On the following pay period the price of your index fund has fallen to $9.50 per share. Your $100 deferred will purchase 10.5263 shares of the fund – you now have a total of 30.0501 shares at a price of $9.50, with a total account value of $285.48.
The table below plays out purchases with random amounts over a year and then tallies the result:
Pay Period | Amount Deferred | Price Per Share |
Shares Purchased |
Total Shares | Total Value |
1 | $100 | $10.55 | 9.4787 | 9.4787 | $100.00 |
2 | $100 | $10.44 | 9.5785 | 19.0572 | $198.96 |
3 | $100 | $9.92 | 10.0806 | 29.1378 | $289.05 |
4 | $100 | $10.33 | 9.6805 | 38.8183 | $400.99 |
5 | $100 | $11.95 | 8.3682 | 47.1865 | $563.88 |
6 | $100 | $11.36 | 8.8028 | 55.9893 | $636.04 |
7 | $100 | $9.14 | 10.9409 | 66.9302 | $611.74 |
8 | $100 | $9.54 | 10.4822 | 77.4124 | $738.51 |
9 | $100 | $11.67 | 8.569 | 85.9814 | $1003.40 |
10 | $100 | $9.76 | 10.2459 | 96.2273 | $939.18 |
11 | $100 | $10.46 | 9.5602 | 105.7875 | $1106.54 |
12 | $100 | $9.62 | 10.395 | 116.1825 | $1117.68 |
13 | $100 | $10.23 | 9.7752 | 125.9577 | $1288.55 |
14 | $100 | $10.70 | 9.3458 | 135.3035 | $1447.75 |
15 | $100 | $10.40 | 9.6154 | 144.9189 | $1507.16 |
16 | $100 | $11.52 | 8.6806 | 153.5995 | $1769.47 |
17 | $100 | $11.37 | 8.7951 | 162.3946 | $1846.43 |
18 | $100 | $10.91 | 9.1659 | 171.5605 | $1871.73 |
19 | $100 | $11.55 | 8.658 | 180.2185 | $2081.52 |
20 | $100 | $10.37 | 9.6432 | 189.8617 | $1968.87 |
21 | $100 | $10.19 | 9.8135 | 199.6752 | $2034.69 |
22 | $100 | $9.98 | 10.02 | 209.6952 | $2092.76 |
23 | $100 | $11.89 | 8.4104 | 218.1056 | $2593.28 |
24 | $100 | $11.82 | 8.4602 | 226.5658 | $2678.01 |
25 | $100 | $10.33 | 9.6805 | 236.2463 | $2440.42 |
26 | $100 | $11.41 | 8.7642 | 245.0105 | $2795.57 |
The table above was created by generating random prices between $9 and $11.99 over the 26 periods. In real life, your investment wouldn’t likely have such wildly-fluctuating values during the course of 26 pay periods – I used this degree of fluctuation to demonstrate the benefit of DCA when the investment is relatively volatile.
The Advantage
If, instead of investing $100 every two weeks you saved up the entire $2600 and invested it at the end of the 26th pay period, you would be purchasing all of the shares at $11.41, for a total of 227.8703 shares. By DCA, your $2600 has increased in value such that you hold 245.0105 shares, with a value of $2795.57 – a net benefit of $195.57.

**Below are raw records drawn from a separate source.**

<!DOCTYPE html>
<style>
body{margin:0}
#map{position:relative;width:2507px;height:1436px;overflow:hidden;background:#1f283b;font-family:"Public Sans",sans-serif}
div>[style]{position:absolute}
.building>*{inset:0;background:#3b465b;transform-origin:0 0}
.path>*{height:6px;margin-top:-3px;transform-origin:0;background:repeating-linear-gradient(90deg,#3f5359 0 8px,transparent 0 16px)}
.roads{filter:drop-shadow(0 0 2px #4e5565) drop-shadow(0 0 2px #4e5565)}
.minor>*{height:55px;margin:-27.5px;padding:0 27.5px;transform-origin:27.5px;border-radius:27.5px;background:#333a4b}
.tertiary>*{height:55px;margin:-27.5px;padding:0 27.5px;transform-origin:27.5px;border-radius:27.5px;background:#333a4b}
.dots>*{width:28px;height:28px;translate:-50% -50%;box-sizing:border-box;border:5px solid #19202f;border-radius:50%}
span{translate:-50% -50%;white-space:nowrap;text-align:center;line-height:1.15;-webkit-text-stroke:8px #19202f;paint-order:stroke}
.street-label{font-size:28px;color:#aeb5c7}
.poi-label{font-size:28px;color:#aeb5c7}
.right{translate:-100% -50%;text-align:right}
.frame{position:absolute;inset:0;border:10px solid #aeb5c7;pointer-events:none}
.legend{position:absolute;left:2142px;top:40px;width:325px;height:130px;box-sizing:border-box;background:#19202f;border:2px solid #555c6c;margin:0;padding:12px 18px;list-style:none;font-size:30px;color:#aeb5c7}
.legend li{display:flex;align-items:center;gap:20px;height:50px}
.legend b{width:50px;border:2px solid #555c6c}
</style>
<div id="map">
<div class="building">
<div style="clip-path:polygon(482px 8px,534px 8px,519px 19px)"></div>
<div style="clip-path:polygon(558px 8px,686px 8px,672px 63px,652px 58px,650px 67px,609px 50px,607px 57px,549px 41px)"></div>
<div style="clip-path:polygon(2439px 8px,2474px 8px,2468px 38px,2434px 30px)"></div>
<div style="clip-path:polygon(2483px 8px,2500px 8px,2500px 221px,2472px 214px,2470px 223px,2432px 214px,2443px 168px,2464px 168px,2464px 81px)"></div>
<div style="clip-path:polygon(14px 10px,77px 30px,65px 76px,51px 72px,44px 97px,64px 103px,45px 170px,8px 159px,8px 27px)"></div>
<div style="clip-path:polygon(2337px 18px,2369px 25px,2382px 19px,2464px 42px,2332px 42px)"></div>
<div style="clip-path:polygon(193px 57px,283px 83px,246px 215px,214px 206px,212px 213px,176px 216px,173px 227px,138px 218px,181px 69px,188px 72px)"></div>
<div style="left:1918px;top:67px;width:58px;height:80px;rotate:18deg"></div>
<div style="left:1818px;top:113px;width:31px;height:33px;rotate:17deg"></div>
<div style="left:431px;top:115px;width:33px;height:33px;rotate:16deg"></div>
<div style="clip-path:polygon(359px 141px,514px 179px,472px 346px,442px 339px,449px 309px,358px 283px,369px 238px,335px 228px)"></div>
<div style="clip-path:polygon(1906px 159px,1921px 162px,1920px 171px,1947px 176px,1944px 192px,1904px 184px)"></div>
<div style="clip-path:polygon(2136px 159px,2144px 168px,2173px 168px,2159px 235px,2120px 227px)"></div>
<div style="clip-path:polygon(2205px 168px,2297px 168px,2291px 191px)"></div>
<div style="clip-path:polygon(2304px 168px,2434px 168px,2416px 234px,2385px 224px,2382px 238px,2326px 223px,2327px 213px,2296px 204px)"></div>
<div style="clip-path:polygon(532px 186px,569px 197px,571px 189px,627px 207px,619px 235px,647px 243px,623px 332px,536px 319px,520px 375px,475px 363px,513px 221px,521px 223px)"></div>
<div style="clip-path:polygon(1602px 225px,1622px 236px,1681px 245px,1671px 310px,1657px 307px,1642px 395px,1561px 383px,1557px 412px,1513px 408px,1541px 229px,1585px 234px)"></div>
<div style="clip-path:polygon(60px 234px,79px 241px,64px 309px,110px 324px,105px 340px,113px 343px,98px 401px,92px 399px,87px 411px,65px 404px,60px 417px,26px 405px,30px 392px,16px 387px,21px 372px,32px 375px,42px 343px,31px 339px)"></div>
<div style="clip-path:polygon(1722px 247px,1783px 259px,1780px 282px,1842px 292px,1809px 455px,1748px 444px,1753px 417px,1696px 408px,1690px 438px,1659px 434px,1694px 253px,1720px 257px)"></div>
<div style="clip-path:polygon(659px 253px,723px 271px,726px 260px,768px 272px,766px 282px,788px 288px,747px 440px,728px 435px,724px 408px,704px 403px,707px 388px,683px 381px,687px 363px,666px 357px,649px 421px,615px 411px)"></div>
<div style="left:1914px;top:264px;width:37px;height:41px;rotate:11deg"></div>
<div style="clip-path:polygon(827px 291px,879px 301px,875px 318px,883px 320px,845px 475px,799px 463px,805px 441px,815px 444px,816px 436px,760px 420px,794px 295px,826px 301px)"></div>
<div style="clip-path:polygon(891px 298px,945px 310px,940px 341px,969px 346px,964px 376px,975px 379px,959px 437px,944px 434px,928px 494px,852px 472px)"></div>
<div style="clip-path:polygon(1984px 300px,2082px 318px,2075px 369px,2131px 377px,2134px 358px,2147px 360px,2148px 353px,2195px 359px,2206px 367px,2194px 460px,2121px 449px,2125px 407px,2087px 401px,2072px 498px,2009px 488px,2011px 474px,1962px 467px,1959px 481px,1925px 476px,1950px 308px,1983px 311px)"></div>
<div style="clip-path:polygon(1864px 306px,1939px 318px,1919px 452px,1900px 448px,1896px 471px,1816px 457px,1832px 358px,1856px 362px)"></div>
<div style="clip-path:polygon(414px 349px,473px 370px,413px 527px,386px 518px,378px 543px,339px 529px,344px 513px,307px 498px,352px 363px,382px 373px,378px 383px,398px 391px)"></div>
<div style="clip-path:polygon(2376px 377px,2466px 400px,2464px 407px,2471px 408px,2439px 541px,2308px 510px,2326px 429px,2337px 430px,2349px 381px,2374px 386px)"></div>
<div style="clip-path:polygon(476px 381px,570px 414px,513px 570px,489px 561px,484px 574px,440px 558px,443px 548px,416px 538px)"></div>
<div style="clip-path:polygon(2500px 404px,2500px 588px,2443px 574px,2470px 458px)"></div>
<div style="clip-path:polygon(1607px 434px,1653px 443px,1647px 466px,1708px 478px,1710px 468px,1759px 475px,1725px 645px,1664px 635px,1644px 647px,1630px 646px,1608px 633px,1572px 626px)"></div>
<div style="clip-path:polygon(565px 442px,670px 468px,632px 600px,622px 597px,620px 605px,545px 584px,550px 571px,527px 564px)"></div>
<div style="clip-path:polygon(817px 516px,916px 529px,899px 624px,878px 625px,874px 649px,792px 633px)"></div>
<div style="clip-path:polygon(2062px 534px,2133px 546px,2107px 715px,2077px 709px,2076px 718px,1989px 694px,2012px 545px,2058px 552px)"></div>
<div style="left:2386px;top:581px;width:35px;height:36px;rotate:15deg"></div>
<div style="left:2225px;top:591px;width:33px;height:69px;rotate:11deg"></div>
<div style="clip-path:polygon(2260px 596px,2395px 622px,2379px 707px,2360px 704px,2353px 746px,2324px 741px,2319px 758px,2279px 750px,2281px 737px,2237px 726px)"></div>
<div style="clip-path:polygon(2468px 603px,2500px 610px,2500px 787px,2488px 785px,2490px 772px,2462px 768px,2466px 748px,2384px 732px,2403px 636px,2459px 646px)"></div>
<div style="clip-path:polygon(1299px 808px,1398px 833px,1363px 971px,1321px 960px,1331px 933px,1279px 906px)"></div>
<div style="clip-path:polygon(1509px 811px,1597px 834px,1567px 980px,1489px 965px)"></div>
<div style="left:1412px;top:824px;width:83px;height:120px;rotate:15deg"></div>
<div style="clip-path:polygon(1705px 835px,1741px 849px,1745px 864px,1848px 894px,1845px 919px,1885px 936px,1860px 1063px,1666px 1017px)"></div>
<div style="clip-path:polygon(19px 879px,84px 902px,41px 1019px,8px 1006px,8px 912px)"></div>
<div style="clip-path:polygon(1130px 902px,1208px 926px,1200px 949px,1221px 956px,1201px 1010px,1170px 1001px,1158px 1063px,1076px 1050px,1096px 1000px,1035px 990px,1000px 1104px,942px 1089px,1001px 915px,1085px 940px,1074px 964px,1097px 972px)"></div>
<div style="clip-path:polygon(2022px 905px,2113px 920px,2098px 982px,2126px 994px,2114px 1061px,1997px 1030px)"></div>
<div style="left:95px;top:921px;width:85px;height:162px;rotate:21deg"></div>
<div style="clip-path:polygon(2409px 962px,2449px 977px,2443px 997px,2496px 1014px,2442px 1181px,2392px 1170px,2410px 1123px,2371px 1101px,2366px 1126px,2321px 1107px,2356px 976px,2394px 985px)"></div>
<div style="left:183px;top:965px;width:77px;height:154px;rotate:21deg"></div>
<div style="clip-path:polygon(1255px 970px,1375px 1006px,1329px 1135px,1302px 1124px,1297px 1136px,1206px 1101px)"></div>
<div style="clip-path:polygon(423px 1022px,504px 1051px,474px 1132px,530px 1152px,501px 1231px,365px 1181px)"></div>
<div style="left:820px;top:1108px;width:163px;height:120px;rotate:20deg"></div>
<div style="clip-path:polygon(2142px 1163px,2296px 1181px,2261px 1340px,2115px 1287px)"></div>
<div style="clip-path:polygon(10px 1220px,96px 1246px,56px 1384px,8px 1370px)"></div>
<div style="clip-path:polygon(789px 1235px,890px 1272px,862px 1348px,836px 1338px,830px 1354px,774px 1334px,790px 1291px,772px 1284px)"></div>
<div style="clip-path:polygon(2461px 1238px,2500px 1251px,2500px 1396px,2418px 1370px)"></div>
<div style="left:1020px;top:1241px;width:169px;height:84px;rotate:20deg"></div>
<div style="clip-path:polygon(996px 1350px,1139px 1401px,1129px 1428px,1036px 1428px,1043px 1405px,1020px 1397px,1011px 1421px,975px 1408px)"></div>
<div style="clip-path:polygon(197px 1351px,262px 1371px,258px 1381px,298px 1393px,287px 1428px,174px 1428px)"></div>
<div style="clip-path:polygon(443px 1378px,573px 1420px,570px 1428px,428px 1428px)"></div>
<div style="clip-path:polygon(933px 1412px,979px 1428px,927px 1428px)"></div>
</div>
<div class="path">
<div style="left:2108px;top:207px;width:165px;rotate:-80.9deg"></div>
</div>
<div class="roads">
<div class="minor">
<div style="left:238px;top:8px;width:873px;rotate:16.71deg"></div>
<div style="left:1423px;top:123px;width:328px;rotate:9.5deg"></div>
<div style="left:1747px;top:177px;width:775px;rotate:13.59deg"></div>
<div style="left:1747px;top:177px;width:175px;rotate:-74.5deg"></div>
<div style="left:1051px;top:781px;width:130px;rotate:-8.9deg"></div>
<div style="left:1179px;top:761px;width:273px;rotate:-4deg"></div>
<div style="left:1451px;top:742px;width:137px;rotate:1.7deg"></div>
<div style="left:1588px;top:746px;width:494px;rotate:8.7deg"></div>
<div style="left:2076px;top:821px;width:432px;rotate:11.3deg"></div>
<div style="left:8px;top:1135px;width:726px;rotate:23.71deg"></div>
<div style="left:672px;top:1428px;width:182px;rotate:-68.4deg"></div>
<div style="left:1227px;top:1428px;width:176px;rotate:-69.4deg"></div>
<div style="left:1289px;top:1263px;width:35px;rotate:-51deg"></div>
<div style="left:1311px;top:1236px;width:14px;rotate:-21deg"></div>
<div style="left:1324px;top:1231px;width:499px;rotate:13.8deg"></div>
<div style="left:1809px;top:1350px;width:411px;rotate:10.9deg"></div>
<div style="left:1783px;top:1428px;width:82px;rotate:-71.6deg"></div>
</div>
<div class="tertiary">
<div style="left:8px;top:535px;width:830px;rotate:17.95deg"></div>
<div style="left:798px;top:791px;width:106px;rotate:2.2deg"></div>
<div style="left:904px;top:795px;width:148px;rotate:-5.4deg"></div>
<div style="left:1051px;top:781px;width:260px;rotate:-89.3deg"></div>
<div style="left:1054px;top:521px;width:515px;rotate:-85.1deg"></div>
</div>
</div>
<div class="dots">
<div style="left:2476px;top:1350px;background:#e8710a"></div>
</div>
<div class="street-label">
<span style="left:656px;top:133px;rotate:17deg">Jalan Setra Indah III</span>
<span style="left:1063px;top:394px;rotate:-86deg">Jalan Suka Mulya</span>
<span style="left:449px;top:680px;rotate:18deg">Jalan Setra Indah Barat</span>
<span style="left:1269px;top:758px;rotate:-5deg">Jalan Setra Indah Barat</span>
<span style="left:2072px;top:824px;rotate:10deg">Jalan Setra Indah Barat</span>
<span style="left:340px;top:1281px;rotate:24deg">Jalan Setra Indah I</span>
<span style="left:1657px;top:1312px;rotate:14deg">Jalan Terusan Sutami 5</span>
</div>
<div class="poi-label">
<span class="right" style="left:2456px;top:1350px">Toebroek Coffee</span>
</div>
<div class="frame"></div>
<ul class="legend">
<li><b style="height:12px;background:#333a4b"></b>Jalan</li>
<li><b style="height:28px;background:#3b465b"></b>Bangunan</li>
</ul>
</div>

On the other hand, if you had $2600 to invest at the beginning of the table when the price was $10.55 per share, you would have purchased a total of 246.4455 shares, which would be worth a total of $2811.94 at the end of the 26 periods.
You can see from the table that by Dollar-Cost-Averaging, you achieve an average price per share over the period that is beneficial to you – since you’re purchasing exactly the same dollar amount of shares every time. When the price is high, you buy fewer shares, and when the price is low you buy more shares. By doing this over a long period of time, such as 30 years, you will avoid the risk associated with saving up a large sum of money and (perhaps) purchasing shares in an investment at a relatively high price by comparison over the savings period.